Figure 1 illustrates our setup and the approach. We distinguish the feature space \({\mathscr {F}}\) that models all application-specific aspects, and the assignment manifold \({\mathscr {W}}\) used for modeling the image labeling problem and for computing a solution. This distinction avoids to mix up physical dimensions, specific data formats, etc., with the representation of the inference problem. It ensures broad applicability to any application domain that can be equipped with a metric which properly reflects data similarity. It also enables to normalize the representation used for inference, so as to remove any bias toward a solution *not* induced by the data at hand.

We consider *image labeling* as the task to assign to the image data an arbitrary prior data set \({\mathscr {P}}_{{\mathscr {F}}}\), provided the distance of its elements to any given data element can be measured by a distance function \(d_{{\mathscr {F}}}\), which the user has to supply. Basic examples for the elements of \({\mathscr {P}}_{{\mathscr {F}}}\) include prototypical feature vectors, patches, etc.

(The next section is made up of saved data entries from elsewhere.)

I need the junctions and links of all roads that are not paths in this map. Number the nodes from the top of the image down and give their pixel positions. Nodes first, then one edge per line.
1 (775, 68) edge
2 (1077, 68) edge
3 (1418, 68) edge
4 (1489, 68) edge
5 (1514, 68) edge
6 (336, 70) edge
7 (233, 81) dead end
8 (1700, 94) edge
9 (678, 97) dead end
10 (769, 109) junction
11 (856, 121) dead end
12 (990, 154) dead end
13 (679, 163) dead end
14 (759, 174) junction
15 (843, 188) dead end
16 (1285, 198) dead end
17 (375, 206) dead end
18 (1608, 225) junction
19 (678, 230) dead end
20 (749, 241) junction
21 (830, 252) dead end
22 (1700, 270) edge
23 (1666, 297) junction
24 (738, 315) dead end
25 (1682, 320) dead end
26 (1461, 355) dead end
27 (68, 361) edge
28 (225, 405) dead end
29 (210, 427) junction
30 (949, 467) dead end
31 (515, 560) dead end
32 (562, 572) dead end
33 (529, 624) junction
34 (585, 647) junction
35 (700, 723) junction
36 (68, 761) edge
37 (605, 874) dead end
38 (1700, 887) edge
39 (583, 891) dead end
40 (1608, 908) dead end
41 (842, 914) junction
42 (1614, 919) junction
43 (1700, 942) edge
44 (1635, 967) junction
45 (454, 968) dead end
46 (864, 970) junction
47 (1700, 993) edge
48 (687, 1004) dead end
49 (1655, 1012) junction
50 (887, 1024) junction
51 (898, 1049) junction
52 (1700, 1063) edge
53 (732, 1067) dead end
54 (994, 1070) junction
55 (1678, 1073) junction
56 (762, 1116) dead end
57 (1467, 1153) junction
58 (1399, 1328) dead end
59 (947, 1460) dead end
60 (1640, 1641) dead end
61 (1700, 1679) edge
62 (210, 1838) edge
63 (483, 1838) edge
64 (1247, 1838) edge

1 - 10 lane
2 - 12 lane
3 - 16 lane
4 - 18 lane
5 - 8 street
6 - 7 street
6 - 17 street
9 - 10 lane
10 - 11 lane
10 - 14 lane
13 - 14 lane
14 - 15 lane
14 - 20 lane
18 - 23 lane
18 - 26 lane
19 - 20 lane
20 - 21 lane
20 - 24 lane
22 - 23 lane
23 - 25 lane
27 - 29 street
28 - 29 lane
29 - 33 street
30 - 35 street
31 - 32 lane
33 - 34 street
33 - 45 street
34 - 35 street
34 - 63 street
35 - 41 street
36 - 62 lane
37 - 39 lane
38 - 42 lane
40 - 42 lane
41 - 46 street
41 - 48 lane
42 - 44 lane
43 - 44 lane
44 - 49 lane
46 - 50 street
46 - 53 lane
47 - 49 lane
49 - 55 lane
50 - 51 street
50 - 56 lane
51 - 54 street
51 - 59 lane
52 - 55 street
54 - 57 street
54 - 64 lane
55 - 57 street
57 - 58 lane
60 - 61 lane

Collecting all pairwise distance data into a distance matrix *D*, which could be computed on the fly for extremely large problem sizes, provides the input data to the inference problem.

The mapping \(\exp _{W}\) lifts the distance matrix to the assignment manifold \({\mathscr {W}}\). The resulting likelihood matrix *L* constitutes a normalized version of the distance matrix *D* that reflects the initial feature space geometry as given by the distance function \(d_{{\mathscr {F}}}\). Each point on \({\mathscr {W}}\), like the matrices *L*, *S*, and *W*, is *stochastic matrix* with strictly positive entries, that is, with row vectors that are discrete probability distributions having full support. Each such row vector indexed by *i* represents the *assignment* of prior elements of \({\mathscr {P}}_{{\mathscr {F}}}\) to the given datum a location *i*, in other words the *labeling* of datum *i*. We equip the set of all such matrices with the geometry induced by the Fisher–Rao metric and call it *assignment manifold*.

The inference task (image labeling) is accomplished by *geometric averaging* in terms of Riemannian means of assignment vectors over spatial neighborhoods. This step transforms the likelihood matrix *L* into the similarity matrix *S*. It also induces a dependency of labeling decisions on each other, akin to the prior (regularization) terms of the established variational approaches to image labeling, as discussed in the preceding section. These dependencies are resolved by maximizing the correlation (inner product) between the assignment in terms of the matrix *W* and the similarity matrix *S*, where the latter matrix is induced by *W* as well. The Riemannian gradient flow of the corresponding objective function *J*(*W*), that is highly nonlinear but smooth, evolves *W*(*t*) on the manifold \({\mathscr {W}}\) until a fixed point is reached which terminates the loop on the right-hand side of Fig. 1. The resulting fixed point corresponds to an *image labeling* which *uniquely* assigns to each datum a prior element of \({\mathscr {P}}_{{\mathscr {F}}}\).

Adopting a probabilistic Bayesian viewpoint, this fixed-point iteration may be viewed as maximum a posteriori inference carried out in a geometric setting with multiplicative, sparse, and highly parallel numerical operations.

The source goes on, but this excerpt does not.